* _SUPPLIED RECORDS_
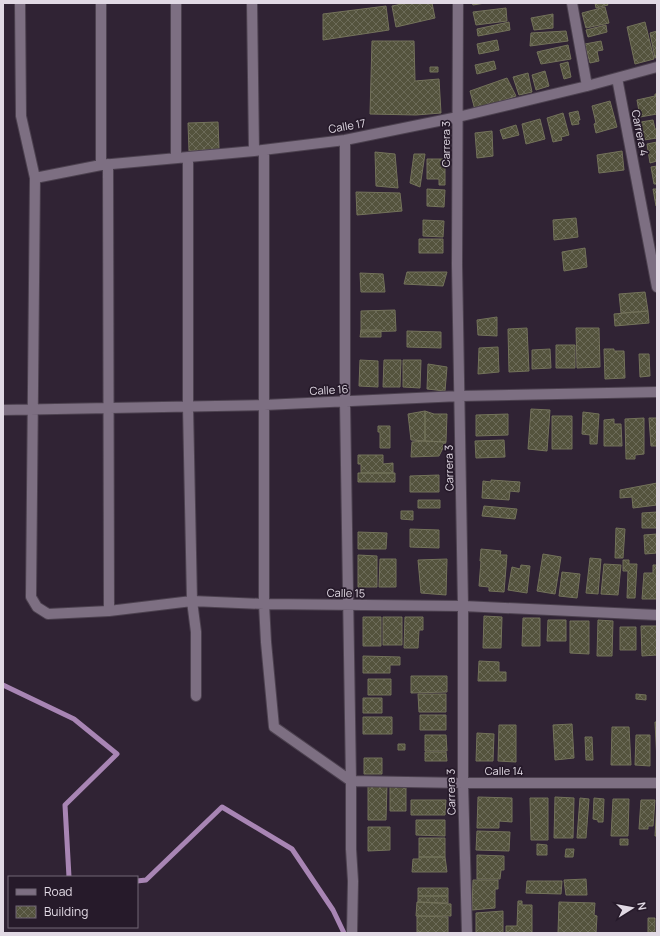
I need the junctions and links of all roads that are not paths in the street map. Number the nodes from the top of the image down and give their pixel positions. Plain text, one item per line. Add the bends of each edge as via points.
1 (20, 3) edge
2 (101, 3) edge
3 (176, 3) edge
4 (252, 3) edge
5 (458, 3) edge
6 (572, 3) edge
7 (657, 67) edge
8 (617, 78) junction
9 (587, 86) junction
10 (458, 117) junction
11 (345, 140) junction
12 (259, 151) junction
13 (188, 157) junction
14 (176, 158) junction
15 (104, 164) junction
16 (35, 178) junction
17 (657, 287) edge
18 (657, 392) edge
19 (460, 396) junction
20 (345, 402) junction
21 (264, 405) junction
22 (109, 407) junction
23 (188, 407) junction
24 (3, 410) edge
25 (34, 410) junction
26 (192, 601) junction
27 (264, 604) junction
28 (348, 605) junction
29 (463, 606) junction
30 (109, 611) junction
31 (657, 615) edge
32 (196, 696) dead end
33 (352, 781) junction
34 (463, 783) junction
35 (657, 783) edge
36 (352, 933) edge
37 (467, 933) edge

1 - 16 street via 21,116
2 - 15 street
3 - 14 street
4 - 12 street
5 - 10 street, Carrera 3
6 - 9 street
7 - 8 street, Calle 17
8 - 9 street, Calle 17
8 - 17 street, Carrera 4
9 - 10 street, Calle 17
10 - 11 street, Calle 17
10 - 19 street, Carrera 3 via 457,265
11 - 12 street, Calle 17
11 - 20 street
12 - 13 street, Calle 17
12 - 21 street
13 - 14 street, Calle 17
13 - 23 street
14 - 15 street, Calle 17
15 - 16 street, Calle 17
15 - 22 street
16 - 25 street
18 - 19 street, Calle 16
19 - 20 street, Calle 16
19 - 29 street, Carrera 3
20 - 21 street, Calle 16
20 - 28 street
21 - 23 street, Calle 16
21 - 27 street
22 - 23 street, Calle 16
22 - 25 street, Calle 16
22 - 30 street
23 - 26 street
24 - 25 street, Calle 16
25 - 30 street, Calle 15 via 31,597 37,606 48,614
26 - 27 street, Calle 15
26 - 30 street, Calle 15
26 - 32 street via 196,632
27 - 28 street, Calle 15
27 - 33 street via 274,727
28 - 29 street, Calle 15
28 - 33 street
29 - 31 street, Calle 15
29 - 34 street, Carrera 3
33 - 34 street, Calle 14
33 - 36 street
34 - 35 street, Calle 14
34 - 37 street, Carrera 3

* _WORK TASK_
In the listing, find every line with the word "Carrera" and state how many there are, nothing more.

* _FINAL ANSWER_
6